Many of the cases ReDetroit East Community Law Center accepts are appeals filed on behalf of prison inmates. The lawyers are paid by the inmates' respective counties, although no one could prosper on such cases.

"We get paid at the end of the case, anywhere from $350 to $400. So we lose money on each case. We spend more than that on gas and postage," Walinske said, to nods from her law partner Kathleen Garbacz, 29, of Hamtramck seated in the shack's outdoor living room, a rectangle of waist-high scrap wood roughly 4-by-4 feet.

Garbacz said she grew up in Clinton Township, also graduated from Wayne Law, and ever since has "been involved in social and economic justice" - although not with camping out. Garbacz perched close to Walinske's glowing pot-belly stove while a reporter recently visited. With the temperature at 42 degrees, the reporter sat even closer.

One of the law firm's unusual clients is Michael Seger, who owns Get Fresh Studio, a stylish recording studio tucked inside a nondescript office building across from Walinske's campsite. Seger, who has offices that adjoin Walinske's firm, is unusual because he can afford to pay.

Seger, 30, said he hired Walinske to help him close on a house he's buying in Detroit on a riverfront street not far from his studio, where this month he's recording a Christmas album by WDIV-TV morning host Evrod Cassimy.

"Lisa definitely helps as many people as she can. I've seen that," he said. Included in the law firm's space are two apartments, and "she's taken two single mothers in, when they had nowhere to go - one mother has an infant child," Seger said.

Walinske seems to come by her empathy naturally. She grew up in Fraser in a middle-class family, "but we were always doing something in Detroit, going to church and volunteering," Walinske said.

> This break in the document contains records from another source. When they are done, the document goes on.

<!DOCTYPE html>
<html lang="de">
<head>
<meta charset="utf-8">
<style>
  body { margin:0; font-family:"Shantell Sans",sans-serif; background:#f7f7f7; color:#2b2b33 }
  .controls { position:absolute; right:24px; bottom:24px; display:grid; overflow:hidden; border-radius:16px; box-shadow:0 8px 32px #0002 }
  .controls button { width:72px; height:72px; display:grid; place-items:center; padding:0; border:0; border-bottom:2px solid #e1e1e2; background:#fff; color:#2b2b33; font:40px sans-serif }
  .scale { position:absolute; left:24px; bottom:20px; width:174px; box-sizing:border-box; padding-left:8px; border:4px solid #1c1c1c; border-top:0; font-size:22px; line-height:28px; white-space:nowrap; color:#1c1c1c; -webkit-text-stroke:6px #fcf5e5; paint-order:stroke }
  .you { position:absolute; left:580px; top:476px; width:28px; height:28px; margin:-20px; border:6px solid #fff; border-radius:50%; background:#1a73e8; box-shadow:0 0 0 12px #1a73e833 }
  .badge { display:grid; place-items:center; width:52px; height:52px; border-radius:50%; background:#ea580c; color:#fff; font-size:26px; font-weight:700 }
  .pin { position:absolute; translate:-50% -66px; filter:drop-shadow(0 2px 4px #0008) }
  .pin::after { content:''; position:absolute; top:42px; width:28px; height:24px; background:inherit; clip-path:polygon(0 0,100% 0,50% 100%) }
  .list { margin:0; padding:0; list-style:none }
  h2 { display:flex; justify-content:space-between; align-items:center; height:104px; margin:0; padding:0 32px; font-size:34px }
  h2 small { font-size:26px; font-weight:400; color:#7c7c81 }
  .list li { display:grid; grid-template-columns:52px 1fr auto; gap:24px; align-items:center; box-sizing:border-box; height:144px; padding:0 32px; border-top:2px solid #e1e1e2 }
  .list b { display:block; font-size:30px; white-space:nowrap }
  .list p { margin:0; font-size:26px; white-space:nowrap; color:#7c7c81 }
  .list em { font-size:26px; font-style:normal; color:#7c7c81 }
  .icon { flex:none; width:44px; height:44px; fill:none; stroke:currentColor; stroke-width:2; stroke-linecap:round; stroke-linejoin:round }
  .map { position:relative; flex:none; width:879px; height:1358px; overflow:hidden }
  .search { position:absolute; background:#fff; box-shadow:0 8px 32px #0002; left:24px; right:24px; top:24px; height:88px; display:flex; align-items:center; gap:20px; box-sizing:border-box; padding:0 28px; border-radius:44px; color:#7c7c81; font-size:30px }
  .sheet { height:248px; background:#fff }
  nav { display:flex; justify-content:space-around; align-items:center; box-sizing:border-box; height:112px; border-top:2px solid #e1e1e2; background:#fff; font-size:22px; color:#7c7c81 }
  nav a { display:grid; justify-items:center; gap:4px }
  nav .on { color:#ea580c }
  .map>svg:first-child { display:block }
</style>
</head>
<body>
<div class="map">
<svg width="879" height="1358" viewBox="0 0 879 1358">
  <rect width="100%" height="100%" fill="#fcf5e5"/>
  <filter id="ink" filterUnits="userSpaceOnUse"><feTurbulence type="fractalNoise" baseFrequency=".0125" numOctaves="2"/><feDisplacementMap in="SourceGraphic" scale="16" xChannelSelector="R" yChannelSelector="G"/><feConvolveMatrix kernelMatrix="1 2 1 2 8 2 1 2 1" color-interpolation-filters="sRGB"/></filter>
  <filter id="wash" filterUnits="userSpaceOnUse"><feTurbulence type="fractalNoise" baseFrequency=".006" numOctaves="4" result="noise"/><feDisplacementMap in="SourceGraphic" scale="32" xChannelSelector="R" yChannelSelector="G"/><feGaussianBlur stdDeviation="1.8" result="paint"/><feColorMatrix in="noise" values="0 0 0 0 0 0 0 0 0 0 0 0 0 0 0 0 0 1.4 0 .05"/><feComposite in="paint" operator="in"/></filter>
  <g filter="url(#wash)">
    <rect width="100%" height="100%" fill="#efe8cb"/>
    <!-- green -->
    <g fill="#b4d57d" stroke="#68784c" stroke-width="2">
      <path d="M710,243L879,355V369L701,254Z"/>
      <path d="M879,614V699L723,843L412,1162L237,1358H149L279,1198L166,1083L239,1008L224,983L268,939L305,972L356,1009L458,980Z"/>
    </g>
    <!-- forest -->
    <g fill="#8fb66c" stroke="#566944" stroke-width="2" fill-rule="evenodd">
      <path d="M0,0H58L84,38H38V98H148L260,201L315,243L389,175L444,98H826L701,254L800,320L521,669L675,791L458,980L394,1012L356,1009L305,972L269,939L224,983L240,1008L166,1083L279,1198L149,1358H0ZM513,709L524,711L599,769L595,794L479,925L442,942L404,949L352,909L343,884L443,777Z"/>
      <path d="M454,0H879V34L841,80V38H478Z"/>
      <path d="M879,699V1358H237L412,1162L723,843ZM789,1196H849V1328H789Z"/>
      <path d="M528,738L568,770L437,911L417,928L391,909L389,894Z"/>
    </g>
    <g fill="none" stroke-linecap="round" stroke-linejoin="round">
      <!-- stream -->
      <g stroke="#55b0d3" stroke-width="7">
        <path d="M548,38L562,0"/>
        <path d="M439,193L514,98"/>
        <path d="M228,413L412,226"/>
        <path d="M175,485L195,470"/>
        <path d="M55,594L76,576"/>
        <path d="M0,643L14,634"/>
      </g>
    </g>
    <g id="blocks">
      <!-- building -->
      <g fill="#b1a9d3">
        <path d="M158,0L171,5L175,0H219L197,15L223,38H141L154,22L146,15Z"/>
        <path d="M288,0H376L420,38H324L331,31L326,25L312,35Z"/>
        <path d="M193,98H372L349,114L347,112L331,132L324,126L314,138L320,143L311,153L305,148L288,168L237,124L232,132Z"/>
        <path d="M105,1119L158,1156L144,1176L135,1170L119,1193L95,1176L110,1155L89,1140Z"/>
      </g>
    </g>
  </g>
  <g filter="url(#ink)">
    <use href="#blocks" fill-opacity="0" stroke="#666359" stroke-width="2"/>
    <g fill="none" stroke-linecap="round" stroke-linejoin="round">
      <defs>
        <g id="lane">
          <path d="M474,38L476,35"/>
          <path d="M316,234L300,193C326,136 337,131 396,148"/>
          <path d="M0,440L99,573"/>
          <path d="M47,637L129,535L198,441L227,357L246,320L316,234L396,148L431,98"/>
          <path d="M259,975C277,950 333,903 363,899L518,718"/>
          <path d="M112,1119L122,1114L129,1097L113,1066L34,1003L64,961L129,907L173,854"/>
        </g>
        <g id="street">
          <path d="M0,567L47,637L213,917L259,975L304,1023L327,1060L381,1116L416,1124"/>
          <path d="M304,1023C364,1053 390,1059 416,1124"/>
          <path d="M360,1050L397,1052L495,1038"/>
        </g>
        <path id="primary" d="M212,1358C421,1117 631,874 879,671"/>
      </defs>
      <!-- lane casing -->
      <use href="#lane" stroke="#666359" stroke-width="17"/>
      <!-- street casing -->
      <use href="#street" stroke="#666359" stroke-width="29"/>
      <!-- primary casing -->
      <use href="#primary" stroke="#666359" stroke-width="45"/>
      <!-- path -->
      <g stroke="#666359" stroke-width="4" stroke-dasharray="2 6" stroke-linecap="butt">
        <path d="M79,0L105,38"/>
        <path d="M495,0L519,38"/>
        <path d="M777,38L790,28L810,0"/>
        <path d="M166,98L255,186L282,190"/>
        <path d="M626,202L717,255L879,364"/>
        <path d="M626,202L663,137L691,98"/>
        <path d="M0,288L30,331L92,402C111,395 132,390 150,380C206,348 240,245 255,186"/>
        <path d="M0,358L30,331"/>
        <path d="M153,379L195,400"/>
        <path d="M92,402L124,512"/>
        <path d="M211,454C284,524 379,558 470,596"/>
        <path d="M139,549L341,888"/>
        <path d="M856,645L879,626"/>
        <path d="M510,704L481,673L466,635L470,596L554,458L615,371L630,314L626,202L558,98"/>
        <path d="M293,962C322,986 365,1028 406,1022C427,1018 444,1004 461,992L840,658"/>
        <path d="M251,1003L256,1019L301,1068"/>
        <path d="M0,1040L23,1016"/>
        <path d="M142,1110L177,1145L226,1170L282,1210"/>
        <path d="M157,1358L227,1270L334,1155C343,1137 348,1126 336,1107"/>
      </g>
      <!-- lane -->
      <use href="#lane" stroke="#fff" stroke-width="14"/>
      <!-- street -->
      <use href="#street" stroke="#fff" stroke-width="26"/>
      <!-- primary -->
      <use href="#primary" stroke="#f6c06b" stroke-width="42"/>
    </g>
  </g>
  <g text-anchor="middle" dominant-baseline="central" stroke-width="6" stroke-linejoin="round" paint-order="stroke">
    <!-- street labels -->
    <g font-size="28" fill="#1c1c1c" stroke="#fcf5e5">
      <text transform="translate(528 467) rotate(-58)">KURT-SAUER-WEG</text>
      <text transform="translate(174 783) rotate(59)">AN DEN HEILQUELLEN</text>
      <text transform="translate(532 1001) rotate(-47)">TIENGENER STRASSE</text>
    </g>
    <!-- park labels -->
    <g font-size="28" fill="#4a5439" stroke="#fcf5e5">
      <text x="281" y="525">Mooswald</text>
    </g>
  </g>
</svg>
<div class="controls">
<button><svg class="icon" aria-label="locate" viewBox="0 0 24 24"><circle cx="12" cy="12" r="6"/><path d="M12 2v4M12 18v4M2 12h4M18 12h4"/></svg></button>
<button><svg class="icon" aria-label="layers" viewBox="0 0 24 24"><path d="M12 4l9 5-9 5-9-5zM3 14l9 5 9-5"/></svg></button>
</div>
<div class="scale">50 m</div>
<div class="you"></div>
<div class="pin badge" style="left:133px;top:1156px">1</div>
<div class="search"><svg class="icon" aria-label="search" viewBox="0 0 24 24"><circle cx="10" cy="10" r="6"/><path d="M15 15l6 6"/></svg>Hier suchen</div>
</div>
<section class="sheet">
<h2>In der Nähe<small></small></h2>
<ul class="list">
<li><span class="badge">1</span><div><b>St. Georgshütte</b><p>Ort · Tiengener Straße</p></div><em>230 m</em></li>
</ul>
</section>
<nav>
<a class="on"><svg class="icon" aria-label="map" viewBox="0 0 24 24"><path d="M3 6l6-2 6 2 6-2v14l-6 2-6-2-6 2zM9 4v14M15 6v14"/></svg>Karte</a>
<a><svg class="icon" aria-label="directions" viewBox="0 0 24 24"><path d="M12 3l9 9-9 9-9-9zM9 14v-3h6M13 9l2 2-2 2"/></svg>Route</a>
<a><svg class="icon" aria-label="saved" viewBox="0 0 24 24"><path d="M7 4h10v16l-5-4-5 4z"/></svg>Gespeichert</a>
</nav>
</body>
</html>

"My parents' philosophy has always been, if you have resources and are blessed with them, you share them," she said.

Her makeshift shack, topped with two tent flies to catch rain, has wood sides chalked and painted inside and out with sayings, many of them biblical, along with "Cry out for justice"; and "Live simply - there's no substitute for sanity." Someone donated a small nativity scene.

Renee Slaughter, a former client, was on her way to do grocery shopping when she passed the shack, bathed in late-autumn sunshine. No harm would come to its occupant, Slaughter assured a reporter.

"I know everybody in the neighborhood. I pass out flyers. I used to do the food pantry at Faith Church" two blocks away.

"I told Lisa I know she'll be safe here. I'll be hearing she got the money, I'm sure," she said, before strolling off.

So far, Walinske said she hasn't been afraid.

"One guy comes by every day and just shouts things - 'Go back to Grosse Pointe.' What can you do?" she said, shrugging and laughing.

"My dog's here at night. She's an aggressive breed - a Doberman mixed with a Rottweiler. She'll let me know if someone's coming," Walinske said.

She said she's well aware that temperatures soon will dive, especially at night.

"I've been out here awhile and your blood kind of thickens up."

Is there a dash of martyr wannabe in this stunt? Walinske insisted not. She grinned, though, to admit she relished "the adventure of it." Nor did she discount having a motive aside from fundraising to get people thinking about what it means to be poor, and outside right now."

In law school, Walinske was associate editor of the Wayne Law Review. She was named by Michigan Lawyers Weekly in 2013 as one of the top 25 Women in the Law that year. In May, she graduated with honors with an extra law degree - a master's in environmental law from Vermont Law School, ranked No. 1 in the nation for environmental law by U.S. News & World Report.

Walinske once had a comfortable office in Royal Oak, and a cozy income as the partner in a well-established law firm. Now, nails dirty, wood smoke in her clothes, she's on the street and seeing her clients walk by. Living a slice of their lives. Yearning to do more.

"Someone came by last night and yelled, 'Be safe, Lisa. Praying for you.'"

"I'm not sure who that was," she said.